Genetic Susceptibility And Somatic Mutation Profiles in Chronic Lymphocytic Leukemia: Evidence From Whole Exome Sequencing Study

Chronic lymphocytic leukemia (CLL) is the most common hematologic malignancy in adults, characterized by remarkable biological and clinical heterogeneity and by clonal evolution often driven by acquired — and, in some cases, inherited — genetic factors. The present study aimed to characterize the molecular profile of CLL through a comparative genomic analysis between leukemic and non-leukemic cells, integrating clinical, cytogenetic, and molecular data. A cohort of 51 patients was analyzed using Next-Generation Sequencing (NGS) technologies applied to paired samples of peripheral blood mononuclear cells (PBMCs) and granulocytes, enabling the accurate discrimination of germline and somatic variants. Pathogenic or likely pathogenic variants were identified in approximately half of the patients, distributed across genes involved in DNA damage response, genomic stability, and signal transduction pathways.
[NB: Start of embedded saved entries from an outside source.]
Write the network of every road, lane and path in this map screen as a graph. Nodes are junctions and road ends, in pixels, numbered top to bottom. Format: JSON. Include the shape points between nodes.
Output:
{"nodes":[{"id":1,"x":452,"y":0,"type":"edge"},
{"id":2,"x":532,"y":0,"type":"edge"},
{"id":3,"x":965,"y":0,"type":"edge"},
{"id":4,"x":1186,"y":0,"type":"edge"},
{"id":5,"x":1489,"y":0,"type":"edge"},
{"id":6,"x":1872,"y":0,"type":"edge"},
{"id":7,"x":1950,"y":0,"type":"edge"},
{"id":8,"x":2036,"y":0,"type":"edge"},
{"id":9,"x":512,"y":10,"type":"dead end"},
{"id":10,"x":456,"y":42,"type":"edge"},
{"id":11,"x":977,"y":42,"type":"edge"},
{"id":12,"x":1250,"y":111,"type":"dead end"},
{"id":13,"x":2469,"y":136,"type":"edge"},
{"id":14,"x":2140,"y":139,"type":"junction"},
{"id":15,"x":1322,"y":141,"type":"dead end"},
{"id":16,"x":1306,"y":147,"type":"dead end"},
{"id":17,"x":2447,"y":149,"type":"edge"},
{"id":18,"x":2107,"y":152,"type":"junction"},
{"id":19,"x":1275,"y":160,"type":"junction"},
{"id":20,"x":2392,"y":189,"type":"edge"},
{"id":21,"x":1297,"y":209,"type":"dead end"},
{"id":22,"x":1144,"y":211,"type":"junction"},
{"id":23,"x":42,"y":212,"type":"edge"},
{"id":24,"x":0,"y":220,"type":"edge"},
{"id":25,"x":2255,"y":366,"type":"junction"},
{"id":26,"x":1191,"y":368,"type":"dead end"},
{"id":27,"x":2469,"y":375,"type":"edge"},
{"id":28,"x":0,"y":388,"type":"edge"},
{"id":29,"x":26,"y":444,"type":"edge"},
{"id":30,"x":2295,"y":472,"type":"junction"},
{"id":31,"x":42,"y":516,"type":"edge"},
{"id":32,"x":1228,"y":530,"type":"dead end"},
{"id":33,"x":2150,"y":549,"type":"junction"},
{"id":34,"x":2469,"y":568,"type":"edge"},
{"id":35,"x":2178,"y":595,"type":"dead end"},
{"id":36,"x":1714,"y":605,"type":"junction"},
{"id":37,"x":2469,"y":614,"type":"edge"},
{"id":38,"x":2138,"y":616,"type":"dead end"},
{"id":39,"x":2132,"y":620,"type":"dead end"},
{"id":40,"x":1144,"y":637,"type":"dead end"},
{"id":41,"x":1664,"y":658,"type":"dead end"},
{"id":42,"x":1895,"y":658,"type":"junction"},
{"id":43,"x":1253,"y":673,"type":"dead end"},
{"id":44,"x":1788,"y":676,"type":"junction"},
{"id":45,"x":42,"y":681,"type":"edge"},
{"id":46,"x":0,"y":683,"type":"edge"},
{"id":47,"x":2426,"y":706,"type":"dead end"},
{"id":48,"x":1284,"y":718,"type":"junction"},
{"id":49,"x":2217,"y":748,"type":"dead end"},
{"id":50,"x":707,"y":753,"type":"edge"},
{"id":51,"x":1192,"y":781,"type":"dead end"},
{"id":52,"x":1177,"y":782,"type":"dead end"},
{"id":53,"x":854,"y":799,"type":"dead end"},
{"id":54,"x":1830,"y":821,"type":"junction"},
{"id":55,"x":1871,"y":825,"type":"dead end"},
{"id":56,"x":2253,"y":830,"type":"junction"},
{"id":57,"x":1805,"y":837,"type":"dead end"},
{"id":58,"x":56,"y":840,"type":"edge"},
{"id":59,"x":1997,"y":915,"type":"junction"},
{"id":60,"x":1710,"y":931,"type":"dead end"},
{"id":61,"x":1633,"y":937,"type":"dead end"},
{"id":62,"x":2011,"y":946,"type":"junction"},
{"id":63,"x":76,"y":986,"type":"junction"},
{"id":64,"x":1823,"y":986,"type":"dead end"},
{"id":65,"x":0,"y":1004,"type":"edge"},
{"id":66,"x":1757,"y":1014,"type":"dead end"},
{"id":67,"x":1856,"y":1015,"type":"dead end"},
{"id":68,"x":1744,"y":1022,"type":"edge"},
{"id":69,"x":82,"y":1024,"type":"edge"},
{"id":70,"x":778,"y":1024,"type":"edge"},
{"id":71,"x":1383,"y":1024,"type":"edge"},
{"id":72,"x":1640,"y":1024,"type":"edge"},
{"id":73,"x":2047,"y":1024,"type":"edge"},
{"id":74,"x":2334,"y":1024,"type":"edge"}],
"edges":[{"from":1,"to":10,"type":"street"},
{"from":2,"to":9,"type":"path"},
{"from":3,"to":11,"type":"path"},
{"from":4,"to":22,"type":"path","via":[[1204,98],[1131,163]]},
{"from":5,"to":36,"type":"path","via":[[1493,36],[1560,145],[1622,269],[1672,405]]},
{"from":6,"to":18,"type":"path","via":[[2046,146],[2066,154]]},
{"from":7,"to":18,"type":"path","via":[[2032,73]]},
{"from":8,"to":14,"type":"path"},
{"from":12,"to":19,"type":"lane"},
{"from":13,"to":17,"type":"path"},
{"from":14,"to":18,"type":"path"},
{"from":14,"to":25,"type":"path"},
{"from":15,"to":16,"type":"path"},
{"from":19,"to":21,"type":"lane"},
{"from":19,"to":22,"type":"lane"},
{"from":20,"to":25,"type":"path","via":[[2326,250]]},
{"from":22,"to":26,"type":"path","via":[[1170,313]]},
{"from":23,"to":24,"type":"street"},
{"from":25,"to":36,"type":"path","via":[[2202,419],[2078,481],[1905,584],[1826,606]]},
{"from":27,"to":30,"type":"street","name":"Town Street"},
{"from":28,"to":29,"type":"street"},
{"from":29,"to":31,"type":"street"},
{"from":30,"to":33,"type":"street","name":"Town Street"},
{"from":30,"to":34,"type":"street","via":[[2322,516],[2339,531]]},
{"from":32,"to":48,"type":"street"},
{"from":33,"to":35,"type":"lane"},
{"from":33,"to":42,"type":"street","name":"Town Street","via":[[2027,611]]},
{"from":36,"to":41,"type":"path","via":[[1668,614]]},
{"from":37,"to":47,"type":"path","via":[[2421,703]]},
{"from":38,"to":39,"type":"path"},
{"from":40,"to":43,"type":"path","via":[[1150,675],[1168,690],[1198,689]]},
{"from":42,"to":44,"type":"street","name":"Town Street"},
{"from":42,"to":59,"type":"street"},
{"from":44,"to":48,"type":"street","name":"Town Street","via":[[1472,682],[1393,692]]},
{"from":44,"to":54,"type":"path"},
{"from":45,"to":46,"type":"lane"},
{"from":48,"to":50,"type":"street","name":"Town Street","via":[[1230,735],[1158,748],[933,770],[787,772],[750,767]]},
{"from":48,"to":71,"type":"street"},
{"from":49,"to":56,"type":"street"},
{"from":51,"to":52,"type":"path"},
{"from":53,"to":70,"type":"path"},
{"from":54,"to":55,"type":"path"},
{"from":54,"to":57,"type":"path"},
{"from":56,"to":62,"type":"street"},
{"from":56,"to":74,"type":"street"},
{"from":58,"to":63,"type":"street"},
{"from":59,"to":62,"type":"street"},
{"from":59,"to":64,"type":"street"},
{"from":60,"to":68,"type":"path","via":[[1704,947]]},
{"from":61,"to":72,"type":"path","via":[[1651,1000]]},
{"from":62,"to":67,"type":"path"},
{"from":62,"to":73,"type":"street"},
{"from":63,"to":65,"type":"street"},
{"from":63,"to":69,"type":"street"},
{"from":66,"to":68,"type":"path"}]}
Germline variants predominantly affected genes involved in DNA repair and telomere maintenance, whereas somatic mutations targeted canonical CLL driver genes, including TP53, ATM, BTK, and SF3B1. Overall, the findings suggest that inherited defects in genomic surveillance mechanisms may predispose to clonal instability, facilitating the accumulation of somatic alterations that influence disease evolution and therapeutic response. The integrated analysis supports a model in which germline predisposition and somatic diversification cooperate in shaping CLL biology, providing a basis for more refined molecular stratification and the development of precision medicine strategies.